[Collected data]
----------------------------------------

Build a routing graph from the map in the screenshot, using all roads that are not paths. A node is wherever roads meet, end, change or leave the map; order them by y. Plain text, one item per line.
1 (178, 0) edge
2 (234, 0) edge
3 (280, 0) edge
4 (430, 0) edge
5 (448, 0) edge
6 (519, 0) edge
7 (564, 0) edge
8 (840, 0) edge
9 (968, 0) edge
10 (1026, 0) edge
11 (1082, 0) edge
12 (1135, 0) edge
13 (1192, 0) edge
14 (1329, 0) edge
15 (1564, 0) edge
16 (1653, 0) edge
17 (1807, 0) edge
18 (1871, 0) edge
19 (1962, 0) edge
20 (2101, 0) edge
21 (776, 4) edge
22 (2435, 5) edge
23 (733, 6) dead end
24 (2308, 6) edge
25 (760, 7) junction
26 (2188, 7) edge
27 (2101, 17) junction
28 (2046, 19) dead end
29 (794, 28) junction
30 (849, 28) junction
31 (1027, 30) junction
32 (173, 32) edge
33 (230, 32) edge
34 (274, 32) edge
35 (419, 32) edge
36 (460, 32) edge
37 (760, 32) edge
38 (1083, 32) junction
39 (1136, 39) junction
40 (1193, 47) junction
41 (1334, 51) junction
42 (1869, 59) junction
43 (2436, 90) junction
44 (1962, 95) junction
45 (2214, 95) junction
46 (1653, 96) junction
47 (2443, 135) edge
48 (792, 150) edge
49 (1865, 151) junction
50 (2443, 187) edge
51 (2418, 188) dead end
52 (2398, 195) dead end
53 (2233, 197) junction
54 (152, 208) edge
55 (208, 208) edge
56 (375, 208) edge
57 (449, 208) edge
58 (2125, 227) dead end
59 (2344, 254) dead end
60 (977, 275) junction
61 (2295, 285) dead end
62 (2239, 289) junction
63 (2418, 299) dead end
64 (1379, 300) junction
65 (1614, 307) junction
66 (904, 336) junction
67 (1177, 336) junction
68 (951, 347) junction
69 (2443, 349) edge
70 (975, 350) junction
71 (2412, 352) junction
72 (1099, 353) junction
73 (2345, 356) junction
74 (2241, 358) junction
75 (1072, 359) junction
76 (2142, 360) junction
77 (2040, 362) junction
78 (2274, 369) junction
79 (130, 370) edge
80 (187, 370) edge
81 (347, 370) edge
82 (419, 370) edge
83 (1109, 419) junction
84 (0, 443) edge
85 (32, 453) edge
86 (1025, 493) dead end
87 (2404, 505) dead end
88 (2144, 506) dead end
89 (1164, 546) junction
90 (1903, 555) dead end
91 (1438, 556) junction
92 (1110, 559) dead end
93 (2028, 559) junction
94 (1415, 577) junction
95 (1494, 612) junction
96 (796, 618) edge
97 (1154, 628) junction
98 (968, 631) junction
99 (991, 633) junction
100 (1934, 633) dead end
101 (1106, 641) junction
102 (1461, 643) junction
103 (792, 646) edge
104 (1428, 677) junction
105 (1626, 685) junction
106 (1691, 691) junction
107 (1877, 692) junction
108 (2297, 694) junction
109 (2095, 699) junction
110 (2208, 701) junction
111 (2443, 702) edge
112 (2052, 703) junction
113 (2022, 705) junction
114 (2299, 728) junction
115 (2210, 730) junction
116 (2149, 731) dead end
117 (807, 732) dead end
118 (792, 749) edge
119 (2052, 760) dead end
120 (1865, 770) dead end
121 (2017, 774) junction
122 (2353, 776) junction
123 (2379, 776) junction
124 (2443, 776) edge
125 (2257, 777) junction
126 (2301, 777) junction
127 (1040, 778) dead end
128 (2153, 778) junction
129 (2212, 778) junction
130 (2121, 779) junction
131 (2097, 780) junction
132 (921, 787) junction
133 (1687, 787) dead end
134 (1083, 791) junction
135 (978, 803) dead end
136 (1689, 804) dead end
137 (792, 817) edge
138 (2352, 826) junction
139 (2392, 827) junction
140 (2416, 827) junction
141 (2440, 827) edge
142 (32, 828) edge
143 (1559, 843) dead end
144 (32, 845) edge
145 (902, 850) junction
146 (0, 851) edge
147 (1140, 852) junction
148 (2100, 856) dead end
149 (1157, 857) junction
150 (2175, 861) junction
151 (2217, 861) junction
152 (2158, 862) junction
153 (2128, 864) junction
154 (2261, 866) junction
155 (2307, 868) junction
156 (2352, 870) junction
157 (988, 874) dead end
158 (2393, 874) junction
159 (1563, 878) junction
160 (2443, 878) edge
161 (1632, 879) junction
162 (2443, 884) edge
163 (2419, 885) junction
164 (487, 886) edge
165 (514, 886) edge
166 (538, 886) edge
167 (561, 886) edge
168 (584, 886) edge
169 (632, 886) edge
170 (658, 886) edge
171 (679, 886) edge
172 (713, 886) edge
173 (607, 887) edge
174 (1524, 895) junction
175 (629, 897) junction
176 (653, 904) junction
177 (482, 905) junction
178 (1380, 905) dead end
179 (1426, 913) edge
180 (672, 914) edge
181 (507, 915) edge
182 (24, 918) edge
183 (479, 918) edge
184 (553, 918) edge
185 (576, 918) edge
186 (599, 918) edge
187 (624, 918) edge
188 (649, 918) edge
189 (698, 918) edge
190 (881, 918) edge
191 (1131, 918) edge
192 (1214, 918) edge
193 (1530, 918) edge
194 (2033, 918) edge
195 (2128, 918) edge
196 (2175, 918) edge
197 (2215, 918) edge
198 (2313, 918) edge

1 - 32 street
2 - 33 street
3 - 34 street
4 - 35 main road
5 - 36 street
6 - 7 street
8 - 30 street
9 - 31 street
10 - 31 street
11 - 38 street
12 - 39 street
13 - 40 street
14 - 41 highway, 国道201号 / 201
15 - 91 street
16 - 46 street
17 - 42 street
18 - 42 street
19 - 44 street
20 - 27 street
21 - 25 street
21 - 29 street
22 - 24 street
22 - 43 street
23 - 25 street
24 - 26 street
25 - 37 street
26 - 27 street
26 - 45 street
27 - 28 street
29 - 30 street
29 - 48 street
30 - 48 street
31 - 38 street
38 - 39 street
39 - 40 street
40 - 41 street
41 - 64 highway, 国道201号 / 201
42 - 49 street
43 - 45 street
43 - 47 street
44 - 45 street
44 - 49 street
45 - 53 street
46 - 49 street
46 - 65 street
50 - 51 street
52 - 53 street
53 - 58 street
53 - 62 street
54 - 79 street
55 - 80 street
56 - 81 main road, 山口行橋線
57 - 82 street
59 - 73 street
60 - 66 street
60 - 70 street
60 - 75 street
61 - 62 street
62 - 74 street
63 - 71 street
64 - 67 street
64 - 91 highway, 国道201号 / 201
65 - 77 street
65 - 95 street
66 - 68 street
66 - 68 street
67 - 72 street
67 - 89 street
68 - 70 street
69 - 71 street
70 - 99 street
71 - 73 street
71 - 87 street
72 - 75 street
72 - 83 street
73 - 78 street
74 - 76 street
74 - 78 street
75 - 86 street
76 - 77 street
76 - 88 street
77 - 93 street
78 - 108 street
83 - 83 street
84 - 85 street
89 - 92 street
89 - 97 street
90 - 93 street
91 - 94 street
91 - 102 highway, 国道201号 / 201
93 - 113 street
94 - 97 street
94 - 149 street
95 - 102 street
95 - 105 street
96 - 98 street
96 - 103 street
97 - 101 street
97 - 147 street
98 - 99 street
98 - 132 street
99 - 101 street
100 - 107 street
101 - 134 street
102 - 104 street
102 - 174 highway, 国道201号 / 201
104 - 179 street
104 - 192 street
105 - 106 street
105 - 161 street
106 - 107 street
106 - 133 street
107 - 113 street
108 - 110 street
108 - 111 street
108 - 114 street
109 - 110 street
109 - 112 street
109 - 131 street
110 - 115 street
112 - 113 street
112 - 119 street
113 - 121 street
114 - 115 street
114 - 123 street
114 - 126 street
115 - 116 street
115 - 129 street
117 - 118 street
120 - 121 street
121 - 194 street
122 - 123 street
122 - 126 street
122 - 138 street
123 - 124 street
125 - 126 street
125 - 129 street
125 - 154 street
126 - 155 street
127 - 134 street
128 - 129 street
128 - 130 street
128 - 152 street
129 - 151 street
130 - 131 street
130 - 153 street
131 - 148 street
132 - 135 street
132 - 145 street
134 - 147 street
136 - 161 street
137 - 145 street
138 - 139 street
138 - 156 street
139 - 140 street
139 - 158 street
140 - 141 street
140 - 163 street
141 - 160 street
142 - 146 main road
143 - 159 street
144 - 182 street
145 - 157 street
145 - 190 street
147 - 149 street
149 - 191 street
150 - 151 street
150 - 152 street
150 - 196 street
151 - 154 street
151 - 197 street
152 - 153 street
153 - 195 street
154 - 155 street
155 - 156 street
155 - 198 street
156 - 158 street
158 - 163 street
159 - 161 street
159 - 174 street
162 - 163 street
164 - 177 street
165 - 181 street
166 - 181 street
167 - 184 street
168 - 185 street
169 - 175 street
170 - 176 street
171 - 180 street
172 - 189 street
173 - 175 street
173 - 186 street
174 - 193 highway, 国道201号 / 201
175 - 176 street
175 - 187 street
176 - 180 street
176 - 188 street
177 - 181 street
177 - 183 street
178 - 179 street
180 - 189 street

----------------------------------------

Your instructions - After counting the lines of the records above that hold the word "highway", give the total and nothing else.

Your solution - 6